■ EXERCISE DESCRIPTION
Search the material below for the string "gazetteer" and extract each line that has it.

■ DATA SECTION
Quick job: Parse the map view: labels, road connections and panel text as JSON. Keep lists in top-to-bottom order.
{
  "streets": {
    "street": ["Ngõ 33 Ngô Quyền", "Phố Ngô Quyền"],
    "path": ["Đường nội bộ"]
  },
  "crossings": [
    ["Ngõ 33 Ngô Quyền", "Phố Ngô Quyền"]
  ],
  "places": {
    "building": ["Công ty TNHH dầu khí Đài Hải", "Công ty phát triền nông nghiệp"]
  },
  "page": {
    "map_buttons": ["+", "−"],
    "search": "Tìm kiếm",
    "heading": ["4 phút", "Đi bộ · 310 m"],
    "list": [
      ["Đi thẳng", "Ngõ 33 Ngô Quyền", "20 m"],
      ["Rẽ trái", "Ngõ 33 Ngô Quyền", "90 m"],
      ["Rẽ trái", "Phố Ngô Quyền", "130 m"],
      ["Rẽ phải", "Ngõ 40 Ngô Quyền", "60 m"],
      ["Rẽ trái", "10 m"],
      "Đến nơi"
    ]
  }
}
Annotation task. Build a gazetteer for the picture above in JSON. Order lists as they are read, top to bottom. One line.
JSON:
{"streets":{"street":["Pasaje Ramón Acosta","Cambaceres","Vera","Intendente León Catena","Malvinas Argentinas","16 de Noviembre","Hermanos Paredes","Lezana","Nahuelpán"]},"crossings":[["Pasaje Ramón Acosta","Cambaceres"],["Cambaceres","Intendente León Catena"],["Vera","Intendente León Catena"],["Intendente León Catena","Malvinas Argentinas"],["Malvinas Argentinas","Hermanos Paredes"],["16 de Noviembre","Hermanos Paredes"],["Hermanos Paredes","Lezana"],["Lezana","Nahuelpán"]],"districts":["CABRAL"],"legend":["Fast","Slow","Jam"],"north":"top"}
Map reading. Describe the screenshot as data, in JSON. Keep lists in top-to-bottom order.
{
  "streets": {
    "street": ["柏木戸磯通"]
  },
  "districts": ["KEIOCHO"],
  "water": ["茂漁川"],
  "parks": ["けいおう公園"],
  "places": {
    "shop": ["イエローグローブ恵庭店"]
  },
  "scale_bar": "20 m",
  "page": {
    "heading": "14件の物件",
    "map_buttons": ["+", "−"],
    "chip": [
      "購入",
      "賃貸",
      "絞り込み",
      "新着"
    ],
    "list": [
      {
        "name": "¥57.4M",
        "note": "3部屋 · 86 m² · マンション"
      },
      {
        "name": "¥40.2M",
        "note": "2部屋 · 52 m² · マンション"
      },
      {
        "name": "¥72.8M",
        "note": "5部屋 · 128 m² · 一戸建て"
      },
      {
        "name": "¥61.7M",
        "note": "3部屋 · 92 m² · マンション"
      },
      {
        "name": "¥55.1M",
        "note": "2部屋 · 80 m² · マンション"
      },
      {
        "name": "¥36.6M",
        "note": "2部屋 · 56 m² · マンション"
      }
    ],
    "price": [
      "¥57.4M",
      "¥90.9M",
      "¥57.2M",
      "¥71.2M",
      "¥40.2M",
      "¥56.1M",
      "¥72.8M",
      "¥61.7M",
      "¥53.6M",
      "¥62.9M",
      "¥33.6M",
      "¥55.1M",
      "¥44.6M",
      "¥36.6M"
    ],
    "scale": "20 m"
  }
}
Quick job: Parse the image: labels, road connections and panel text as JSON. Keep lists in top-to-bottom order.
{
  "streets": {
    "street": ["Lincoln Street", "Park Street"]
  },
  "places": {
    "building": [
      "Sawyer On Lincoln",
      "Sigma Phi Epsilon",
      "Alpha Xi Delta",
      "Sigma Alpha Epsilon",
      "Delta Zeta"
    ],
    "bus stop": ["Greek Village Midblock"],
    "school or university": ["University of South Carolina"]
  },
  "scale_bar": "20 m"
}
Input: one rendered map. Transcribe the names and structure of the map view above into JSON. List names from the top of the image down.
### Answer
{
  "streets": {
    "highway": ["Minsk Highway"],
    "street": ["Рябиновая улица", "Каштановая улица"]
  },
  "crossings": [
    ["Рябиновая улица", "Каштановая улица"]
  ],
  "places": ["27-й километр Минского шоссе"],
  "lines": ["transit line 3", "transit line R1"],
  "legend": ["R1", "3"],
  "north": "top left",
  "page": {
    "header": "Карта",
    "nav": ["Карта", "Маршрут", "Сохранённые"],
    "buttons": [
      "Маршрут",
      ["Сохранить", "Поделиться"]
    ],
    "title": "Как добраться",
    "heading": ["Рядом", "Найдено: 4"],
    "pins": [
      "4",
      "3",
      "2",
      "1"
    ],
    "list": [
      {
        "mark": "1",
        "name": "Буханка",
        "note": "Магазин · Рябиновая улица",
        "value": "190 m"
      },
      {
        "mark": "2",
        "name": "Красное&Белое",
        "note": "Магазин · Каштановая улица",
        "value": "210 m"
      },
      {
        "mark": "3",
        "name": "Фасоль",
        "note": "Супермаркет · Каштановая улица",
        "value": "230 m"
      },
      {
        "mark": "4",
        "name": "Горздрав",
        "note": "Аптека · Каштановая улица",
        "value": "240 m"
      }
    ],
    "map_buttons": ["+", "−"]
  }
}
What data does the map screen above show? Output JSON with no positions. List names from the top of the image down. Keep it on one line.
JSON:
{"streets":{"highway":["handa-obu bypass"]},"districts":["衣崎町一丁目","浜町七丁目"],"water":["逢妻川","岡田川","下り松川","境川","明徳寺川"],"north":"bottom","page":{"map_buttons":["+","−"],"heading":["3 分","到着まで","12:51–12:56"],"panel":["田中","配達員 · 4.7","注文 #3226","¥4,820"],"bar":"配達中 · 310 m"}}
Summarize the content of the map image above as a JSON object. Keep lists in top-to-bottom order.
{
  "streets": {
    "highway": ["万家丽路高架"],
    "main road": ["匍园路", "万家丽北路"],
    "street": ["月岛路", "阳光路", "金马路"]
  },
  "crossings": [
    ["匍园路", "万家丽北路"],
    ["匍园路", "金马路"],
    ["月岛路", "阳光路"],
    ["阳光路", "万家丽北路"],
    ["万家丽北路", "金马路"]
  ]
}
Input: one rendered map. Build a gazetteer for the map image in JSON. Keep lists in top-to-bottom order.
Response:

■ FINISHED TASK
Annotation task. Build a gazetteer for the picture above in JSON. Order lists as they are read, top to bottom. One line.
Input: one rendered map. Build a gazetteer for the map image in JSON. Keep lists in top-to-bottom order.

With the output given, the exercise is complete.